This book cover image released by Nan A. Talese/Doubleday shows “Sweet Tooth,” by Ian McEwan. (AP Photo/Nan A. Talese/Doubleday)
“Sweet Tooth” (Nan A. Talese/Doubleday), by Ian McEwan
Ian McEwan’s latest novel, “Sweet Tooth,” is a curious hybrid: part spy novel, part romance, it’s really a work of fiction about fiction.
The central character is Serena Frome, a Cambridge student recruited for Britain’s domestic spy agency in 1972 by a professor and old MI5 hand.
After their brief affair, she joins the intelligence service, taking her place among the ranks of similarly well-born young women doing glorified secretarial work.
There she is tapped for a mission with the code [auth] name Sweet Tooth to secretly funnel money to up-and-coming writers and intellectuals thought to hold a dim view of the Soviet Union.
Her qualifications are her “rather gorgeous” looks and reputation as a voracious reader — “rather well up on modern writing — literature, novels, that sort of thing,” her boss says.
But almost immediately she jeopardizes her career by falling in love with Tom Haley, the writer she’s meant to covertly enlist in MI5’s epic battle against communism.
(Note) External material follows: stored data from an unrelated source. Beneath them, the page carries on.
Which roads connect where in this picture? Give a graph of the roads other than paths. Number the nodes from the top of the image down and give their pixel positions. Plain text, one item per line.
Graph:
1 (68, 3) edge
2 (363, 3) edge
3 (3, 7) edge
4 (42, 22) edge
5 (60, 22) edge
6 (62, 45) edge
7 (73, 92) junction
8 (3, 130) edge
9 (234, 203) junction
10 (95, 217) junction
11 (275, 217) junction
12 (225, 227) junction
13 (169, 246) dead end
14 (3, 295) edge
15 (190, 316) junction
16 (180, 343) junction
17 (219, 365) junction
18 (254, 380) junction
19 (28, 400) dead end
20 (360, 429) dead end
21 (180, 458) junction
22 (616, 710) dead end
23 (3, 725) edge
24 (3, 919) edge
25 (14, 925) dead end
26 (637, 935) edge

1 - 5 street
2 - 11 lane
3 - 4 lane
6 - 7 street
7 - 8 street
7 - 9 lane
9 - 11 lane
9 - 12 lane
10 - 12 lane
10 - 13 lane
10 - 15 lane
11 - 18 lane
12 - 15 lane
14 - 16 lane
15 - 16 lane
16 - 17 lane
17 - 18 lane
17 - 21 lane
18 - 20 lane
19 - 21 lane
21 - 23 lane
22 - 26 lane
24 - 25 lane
McEwan bases the espionage plot on actual events during the Cold War, when the CIA surreptitiously funded various cultural enterprises to bolster support for the West.
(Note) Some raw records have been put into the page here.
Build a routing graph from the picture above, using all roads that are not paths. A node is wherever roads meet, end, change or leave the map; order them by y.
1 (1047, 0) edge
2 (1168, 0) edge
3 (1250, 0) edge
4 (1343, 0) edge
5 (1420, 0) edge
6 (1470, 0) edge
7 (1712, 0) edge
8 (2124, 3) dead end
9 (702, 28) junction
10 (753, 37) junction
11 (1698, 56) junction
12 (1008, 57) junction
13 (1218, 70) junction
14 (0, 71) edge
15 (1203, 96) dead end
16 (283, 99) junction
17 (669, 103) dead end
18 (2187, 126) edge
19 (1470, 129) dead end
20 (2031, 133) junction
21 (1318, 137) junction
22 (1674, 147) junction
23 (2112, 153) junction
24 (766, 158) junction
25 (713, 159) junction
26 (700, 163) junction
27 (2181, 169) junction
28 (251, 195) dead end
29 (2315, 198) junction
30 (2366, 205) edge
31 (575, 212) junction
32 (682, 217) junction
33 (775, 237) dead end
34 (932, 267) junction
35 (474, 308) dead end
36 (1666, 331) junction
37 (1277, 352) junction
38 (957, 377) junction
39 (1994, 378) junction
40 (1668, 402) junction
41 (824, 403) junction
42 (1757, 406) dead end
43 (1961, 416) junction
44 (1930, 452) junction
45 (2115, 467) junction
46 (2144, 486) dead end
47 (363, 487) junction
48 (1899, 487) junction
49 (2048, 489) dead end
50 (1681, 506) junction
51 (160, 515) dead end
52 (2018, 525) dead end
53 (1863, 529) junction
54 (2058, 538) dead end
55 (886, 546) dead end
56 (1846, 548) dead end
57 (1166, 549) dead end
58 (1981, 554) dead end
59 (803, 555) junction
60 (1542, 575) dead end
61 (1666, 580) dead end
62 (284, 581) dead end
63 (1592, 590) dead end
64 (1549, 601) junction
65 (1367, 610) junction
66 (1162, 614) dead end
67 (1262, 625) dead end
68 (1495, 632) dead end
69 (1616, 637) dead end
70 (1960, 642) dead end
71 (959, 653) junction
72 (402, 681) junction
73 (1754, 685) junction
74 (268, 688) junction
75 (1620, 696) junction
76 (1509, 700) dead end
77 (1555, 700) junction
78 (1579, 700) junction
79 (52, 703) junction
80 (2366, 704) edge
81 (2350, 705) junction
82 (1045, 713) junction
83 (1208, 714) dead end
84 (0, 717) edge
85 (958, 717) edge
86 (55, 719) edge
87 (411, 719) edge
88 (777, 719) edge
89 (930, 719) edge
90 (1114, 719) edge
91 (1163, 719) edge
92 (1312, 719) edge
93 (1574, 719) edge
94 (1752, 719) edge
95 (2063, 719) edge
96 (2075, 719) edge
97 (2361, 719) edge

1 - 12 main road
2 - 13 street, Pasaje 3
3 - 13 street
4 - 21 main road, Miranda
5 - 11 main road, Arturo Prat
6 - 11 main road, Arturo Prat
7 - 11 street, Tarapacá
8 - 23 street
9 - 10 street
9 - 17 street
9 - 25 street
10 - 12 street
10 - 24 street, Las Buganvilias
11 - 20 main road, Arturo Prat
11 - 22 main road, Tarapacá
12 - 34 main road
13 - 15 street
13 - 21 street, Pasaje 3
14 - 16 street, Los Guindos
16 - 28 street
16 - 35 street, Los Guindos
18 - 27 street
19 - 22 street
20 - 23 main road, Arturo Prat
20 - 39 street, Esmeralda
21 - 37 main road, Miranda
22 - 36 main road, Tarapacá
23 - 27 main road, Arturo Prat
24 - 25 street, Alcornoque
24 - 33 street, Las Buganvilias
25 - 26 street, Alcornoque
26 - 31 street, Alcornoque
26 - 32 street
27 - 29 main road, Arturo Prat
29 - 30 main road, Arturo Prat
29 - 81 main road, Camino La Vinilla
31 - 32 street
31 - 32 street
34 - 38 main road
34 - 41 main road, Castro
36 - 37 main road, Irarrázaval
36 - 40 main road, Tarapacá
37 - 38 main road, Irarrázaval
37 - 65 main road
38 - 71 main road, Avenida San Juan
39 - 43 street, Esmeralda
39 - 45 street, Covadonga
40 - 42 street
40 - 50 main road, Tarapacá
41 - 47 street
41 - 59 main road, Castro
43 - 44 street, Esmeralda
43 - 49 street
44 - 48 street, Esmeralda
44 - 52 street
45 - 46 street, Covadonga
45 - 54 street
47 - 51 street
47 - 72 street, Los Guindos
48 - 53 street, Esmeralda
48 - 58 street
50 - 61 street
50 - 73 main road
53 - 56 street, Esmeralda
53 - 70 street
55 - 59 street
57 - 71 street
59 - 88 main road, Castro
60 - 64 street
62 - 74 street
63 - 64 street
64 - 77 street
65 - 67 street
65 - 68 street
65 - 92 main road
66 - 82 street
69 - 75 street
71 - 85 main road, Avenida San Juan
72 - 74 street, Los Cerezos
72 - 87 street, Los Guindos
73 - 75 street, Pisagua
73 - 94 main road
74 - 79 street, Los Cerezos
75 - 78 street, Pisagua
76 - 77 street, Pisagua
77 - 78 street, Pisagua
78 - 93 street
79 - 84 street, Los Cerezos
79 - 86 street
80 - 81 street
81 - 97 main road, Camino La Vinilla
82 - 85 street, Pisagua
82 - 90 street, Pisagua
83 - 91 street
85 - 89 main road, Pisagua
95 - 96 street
His spy craft is compelling, his love story less so. Serena has the emotional maturity of a teenager and the politics of her parents’ generation. She fancies herself a character out of Jane Austen in a world that’s moved on to Borges, Barth and Pynchon.
“I craved a form of naive realism,” she declares. “I wasn’t impressed by those writers who infiltrated their own pages as part of the cast, determined to remind the poor reader that all the characters and even they themselves were pure inventions.”
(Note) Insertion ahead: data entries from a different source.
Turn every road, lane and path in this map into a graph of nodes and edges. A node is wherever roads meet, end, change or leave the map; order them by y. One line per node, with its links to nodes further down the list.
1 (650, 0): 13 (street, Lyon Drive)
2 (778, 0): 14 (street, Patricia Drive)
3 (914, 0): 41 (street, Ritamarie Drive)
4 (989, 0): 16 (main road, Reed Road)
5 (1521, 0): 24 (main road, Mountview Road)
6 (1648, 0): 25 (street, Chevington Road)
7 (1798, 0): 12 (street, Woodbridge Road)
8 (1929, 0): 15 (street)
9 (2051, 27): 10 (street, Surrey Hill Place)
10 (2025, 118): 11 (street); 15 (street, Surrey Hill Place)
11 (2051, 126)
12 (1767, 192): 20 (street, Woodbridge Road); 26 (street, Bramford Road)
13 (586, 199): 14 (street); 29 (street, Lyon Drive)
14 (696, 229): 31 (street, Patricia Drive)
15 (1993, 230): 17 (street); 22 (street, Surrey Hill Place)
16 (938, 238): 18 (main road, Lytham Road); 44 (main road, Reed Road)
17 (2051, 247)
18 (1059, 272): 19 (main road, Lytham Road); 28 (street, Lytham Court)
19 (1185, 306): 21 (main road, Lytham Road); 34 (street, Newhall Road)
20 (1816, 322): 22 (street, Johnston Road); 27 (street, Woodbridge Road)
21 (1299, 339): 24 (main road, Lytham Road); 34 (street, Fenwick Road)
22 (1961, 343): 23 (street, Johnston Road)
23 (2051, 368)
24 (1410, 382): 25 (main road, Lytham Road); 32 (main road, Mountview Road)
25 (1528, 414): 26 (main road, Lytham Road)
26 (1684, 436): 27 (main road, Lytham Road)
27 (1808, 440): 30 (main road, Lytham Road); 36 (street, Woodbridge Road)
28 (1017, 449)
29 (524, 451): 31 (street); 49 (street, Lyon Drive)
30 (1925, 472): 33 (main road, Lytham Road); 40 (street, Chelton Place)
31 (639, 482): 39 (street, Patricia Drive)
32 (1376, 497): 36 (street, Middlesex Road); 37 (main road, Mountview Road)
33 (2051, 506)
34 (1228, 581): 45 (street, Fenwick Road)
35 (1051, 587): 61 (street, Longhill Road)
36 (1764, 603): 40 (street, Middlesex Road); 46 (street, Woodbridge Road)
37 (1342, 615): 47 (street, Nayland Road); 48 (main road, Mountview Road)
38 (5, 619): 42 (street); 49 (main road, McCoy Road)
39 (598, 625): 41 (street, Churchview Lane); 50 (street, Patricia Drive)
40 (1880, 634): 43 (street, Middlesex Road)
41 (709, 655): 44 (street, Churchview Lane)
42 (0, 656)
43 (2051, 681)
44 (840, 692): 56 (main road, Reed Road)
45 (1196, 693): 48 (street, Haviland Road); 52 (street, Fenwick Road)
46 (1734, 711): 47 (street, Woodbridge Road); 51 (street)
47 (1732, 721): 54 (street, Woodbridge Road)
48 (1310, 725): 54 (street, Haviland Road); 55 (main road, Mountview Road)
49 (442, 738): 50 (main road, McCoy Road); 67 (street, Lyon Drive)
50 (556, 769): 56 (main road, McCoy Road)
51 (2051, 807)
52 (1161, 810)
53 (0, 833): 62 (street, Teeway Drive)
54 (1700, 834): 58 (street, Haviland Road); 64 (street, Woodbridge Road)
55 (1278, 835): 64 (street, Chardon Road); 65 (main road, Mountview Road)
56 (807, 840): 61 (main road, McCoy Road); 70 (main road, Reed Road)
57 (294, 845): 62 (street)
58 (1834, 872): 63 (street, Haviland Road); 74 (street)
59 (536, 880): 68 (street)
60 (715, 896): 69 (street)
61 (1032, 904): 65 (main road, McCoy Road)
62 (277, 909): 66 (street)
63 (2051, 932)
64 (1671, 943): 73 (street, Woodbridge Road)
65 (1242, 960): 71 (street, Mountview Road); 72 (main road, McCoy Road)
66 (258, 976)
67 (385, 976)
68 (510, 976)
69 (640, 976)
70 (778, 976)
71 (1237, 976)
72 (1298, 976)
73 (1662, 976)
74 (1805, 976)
Her oft-repeated literary opinions — “I was a simple sort of reader,” she says later on — suggest that one of her primary roles is as a foil for Tom, who has more sophisticated taste. And indeed, the novel is packed with the postmodern tricks Serena professes to hate.
McEwan embeds narratives within narratives (bequeathing one of his own abandoned novels to Tom), undermines his narrator and injects real-life people and events into his fictional world.
Whether you like the book or not may depend on your view of literature — do you agree with Serena or with McEwan’s alter ego Tom? “I liked life as I knew it recreated on the page,” she says. “He said it wasn’t possible to recreate life on the page without tricks.”